米国は8月に入り中国企業の締め出しや香港政府要人への経済制裁など対中強硬姿勢を強化
トランプ米政権は8月に入り、対中強硬姿勢を一段と強めています(図表1)。米国務省は5日、個人や企業の情報を保護するため、通信キャリアやアプリストアなどの5分野から中国企業の排除を目指す、新たな指針を発表しました。そして、トランプ米大統領は翌6日、動画投稿アプリ「TikTok(ティックトック)」と対話アプリ「微信(ウィーチャット)」を運営する中国の2企業との取引を、45日後から禁止する大統領令に署名しました。
また、米財務省などの作業部会は6日、米上場の中国企業の監査状況を厳しく検査するよう、米証券取引委員会(SEC)にルール改正を求める報告書を公表しました。SECはこれを受け、2022年1月までに基準を満たさなかった中国企業を上場廃止とする規定を導入する方針です。さらにトランプ米政権は7日、香港の自治侵害などを理由に、香港政府トップの林鄭月娥(キャリー・ラム)行政長官ら11人に制裁を科すと発表しました。
中国政府は報復へ、ただ米中対立下でも米国株は企業決算の無難な消化などから堅調に推移
米国による中国企業の締め出しの動きに対し、ティックトックを運営する北京字節跳動科技(バイトダンス)は7日の声明で提訴の可能性を示しました。また、中国政府は10日、トランプ米政権がキャリー・ラム行政長官らに制裁を科したことへの対抗措置として、対中強硬派として知られる米共和党のマルコ・ルビオ上院議員ら11人を制裁対象にしたと発表するなど、米中両国の激しい対立が続いています。
しかしながら、こうしたなかでも、米国株は堅調に推移しており、ダウ工業株30種平均は、7月31日から8月10日までの期間で、約5.2%上昇しています。背景には、①4-6月期の米企業決算が無難に消化されたこと、②8月に入って公表された7月分の米経済指標(ISM製造業景況感指数など)が比較的良好であったこと、③米経済対策への期待が根強いこと、などがあると思われます。
米中対立は依然リスクであり、コロナの収束も程遠いことから、上値追いには慎重な姿勢が必要に
米企業決算について、調査会社リフィニティブによると、8月10日時点で米主要500社のうち、448社が4-6月期の決算発表を終了しました。1株あたり利益は前年同期比で約34%減ですが、8割強の企業が予想を上回る結果を公表しています(図表2)。また、経済対策第4弾の与野党協議が難航していることを受け、トランプ米大統領は8日、失業給付の上乗せなどを盛り込んだ追加対策を大統領令で発動しました。
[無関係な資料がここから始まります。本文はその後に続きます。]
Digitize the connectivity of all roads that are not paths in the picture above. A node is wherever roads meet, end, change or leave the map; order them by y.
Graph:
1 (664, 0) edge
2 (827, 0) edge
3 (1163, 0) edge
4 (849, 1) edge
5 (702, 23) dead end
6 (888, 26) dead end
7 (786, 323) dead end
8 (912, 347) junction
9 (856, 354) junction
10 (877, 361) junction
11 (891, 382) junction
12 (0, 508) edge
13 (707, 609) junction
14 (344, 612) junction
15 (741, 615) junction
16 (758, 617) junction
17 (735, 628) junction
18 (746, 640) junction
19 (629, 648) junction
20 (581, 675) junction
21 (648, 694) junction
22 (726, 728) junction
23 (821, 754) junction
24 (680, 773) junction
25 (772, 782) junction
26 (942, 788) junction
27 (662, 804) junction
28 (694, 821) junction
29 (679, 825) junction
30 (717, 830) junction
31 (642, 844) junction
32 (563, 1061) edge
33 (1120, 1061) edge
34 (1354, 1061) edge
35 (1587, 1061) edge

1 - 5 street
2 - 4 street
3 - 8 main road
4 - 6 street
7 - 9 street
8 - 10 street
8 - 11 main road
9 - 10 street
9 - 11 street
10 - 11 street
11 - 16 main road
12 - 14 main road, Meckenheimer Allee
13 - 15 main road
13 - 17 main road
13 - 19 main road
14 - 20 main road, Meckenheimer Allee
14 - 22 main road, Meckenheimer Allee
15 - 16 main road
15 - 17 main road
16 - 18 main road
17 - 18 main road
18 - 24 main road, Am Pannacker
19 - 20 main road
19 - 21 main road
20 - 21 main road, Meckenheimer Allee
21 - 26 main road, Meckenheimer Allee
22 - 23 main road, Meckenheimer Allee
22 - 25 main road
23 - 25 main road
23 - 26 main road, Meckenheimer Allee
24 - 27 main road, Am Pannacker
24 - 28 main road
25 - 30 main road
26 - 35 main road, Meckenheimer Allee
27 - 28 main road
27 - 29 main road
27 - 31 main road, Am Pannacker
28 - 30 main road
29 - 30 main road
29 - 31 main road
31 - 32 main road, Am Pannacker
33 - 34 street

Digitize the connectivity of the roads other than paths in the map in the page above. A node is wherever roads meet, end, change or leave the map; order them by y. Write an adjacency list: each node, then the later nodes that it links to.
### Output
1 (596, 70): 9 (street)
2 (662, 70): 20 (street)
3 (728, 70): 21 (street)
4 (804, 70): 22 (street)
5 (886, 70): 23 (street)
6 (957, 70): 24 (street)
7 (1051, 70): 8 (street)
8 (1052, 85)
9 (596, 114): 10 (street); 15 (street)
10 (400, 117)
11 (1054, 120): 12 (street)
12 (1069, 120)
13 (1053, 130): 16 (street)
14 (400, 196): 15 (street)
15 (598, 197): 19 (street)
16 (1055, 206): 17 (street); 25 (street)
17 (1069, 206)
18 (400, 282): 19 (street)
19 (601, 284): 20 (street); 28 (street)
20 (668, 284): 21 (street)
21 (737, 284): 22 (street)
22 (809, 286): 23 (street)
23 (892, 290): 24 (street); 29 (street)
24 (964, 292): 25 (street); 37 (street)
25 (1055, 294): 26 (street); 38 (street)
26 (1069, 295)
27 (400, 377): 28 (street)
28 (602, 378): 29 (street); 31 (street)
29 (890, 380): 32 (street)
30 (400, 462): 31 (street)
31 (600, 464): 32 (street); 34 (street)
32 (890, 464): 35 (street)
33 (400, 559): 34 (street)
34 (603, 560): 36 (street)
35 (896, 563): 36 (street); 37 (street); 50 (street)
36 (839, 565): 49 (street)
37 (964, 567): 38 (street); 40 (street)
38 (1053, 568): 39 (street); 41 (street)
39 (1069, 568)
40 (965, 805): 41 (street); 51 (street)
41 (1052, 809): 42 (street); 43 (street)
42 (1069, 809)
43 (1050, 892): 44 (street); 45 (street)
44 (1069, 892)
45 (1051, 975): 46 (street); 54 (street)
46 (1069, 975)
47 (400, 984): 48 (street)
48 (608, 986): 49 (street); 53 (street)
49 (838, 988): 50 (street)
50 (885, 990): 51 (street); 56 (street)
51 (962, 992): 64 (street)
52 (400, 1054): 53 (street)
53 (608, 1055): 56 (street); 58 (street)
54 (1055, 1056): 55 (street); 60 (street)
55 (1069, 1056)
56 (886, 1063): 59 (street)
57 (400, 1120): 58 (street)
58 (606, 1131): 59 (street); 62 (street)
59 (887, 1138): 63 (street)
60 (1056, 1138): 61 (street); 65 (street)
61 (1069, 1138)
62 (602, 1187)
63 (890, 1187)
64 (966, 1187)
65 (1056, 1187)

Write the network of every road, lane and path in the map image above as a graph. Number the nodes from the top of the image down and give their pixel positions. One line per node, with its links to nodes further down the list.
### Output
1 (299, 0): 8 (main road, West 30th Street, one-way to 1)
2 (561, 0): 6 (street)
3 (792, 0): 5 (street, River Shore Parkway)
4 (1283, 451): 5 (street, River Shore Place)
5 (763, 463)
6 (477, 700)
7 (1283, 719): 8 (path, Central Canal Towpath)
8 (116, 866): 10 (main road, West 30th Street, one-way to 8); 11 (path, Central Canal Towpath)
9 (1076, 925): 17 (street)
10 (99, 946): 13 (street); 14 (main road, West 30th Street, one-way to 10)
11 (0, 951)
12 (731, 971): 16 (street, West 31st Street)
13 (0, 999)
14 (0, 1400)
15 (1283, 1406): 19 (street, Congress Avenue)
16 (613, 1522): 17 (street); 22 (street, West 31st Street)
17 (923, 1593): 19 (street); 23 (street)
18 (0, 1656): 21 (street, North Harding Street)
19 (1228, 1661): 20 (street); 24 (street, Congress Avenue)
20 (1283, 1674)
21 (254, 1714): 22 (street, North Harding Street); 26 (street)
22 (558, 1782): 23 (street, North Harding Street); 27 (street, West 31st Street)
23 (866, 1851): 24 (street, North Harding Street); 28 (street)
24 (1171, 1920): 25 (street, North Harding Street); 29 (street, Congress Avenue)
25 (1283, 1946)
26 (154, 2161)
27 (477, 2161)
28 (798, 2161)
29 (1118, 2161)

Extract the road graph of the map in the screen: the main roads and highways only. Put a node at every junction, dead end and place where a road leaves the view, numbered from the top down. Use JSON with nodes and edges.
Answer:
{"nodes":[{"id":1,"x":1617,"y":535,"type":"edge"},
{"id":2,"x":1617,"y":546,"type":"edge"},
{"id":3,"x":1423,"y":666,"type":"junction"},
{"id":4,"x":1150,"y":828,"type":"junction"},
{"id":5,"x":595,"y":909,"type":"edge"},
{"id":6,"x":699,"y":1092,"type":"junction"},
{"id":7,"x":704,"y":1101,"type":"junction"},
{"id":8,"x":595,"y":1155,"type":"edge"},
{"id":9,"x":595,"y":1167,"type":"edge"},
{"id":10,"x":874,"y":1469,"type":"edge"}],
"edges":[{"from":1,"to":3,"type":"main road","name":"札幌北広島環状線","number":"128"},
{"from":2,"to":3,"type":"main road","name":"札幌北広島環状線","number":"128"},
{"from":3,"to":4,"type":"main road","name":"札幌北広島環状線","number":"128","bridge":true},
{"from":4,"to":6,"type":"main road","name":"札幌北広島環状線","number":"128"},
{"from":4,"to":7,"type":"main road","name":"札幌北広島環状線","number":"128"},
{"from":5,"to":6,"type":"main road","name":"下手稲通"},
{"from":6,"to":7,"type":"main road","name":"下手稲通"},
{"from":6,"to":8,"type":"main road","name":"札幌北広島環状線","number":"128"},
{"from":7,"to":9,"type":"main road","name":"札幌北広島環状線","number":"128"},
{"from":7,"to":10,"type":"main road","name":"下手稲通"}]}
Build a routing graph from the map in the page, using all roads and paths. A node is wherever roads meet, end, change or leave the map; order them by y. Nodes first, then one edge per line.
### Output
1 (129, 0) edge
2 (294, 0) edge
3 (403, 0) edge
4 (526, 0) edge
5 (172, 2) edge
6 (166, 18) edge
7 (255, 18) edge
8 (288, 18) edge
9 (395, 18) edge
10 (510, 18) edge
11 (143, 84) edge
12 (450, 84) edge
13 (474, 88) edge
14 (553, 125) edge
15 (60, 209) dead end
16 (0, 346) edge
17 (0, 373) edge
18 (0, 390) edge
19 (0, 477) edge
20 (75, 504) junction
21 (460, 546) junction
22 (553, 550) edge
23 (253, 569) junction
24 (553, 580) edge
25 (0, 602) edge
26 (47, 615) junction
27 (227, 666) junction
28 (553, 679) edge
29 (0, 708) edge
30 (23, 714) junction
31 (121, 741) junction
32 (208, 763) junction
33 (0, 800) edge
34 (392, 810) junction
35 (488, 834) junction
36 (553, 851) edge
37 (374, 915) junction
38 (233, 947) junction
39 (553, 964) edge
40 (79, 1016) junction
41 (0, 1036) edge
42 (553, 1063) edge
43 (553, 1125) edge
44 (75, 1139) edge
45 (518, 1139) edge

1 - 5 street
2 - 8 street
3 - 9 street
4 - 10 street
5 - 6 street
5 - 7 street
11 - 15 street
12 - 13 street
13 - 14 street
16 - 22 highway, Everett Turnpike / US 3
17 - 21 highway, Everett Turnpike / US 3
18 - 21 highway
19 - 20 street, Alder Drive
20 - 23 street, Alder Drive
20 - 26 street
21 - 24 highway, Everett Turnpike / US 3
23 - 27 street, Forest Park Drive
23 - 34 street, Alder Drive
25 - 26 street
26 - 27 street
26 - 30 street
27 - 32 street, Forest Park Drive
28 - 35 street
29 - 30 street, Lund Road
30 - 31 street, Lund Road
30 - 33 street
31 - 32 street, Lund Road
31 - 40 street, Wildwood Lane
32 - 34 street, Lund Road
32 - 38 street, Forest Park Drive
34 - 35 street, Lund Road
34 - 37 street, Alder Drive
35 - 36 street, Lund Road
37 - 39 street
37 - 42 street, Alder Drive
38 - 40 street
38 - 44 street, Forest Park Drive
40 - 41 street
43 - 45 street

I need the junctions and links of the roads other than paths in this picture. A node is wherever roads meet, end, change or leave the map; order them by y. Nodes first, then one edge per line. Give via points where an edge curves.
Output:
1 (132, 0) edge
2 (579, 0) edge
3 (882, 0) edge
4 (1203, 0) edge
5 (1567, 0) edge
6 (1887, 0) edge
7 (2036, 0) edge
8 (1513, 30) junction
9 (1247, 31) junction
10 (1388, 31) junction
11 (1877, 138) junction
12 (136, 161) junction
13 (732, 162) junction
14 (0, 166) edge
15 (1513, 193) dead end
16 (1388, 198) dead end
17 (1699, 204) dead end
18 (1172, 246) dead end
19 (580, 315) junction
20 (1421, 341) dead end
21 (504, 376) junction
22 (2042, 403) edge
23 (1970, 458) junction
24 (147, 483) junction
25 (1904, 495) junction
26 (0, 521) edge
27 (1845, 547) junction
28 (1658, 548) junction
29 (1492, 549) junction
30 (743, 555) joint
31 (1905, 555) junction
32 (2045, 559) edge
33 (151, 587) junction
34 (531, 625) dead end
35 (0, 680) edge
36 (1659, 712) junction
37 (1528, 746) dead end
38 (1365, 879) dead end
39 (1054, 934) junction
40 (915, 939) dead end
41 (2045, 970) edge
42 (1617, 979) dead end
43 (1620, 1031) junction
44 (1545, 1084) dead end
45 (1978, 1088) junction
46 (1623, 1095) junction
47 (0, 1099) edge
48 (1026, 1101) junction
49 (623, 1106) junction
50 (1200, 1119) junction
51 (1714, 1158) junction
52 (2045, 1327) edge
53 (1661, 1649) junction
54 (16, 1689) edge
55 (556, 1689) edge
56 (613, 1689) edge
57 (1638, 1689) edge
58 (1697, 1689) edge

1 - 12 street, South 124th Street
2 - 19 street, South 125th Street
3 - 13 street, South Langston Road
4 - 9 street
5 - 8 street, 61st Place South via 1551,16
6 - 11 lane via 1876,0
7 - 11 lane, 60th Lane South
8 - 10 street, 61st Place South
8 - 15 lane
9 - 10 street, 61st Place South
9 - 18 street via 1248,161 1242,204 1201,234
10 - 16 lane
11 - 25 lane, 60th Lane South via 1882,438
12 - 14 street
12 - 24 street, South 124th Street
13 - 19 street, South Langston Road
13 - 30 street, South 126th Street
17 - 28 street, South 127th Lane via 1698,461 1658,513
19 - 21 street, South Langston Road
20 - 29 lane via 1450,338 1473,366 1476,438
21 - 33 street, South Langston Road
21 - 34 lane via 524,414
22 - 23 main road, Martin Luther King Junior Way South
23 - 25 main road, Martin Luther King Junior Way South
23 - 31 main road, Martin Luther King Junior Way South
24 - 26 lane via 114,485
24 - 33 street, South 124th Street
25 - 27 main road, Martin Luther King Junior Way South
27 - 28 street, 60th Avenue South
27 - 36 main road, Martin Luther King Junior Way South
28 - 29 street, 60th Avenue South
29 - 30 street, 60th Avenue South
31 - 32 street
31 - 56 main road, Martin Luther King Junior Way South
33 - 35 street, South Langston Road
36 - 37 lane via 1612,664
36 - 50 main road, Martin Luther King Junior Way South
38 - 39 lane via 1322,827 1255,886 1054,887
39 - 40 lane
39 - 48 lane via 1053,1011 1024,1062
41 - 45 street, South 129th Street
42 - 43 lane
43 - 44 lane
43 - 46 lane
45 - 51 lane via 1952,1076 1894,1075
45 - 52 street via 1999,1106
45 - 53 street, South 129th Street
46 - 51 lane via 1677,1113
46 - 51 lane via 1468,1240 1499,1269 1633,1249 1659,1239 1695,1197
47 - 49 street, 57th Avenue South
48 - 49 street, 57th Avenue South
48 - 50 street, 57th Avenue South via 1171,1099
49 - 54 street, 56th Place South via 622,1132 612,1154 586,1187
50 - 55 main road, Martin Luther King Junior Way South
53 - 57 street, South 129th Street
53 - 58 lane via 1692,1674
このように、足元でみられる米企業や米経済に関する好材料が、米中対立への懸念を和らげ、米株の堅調推移につながっていると推測されますが、これは日本株にも追い風です。もちろん、米中対立は、今後エスカレートするリスクが残っており、また、新型コロナウイルスもまだ世界的に収束は程遠い状況です。そのため、米国株の上値を追うには、慎重な姿勢を維持する必要があると考えます。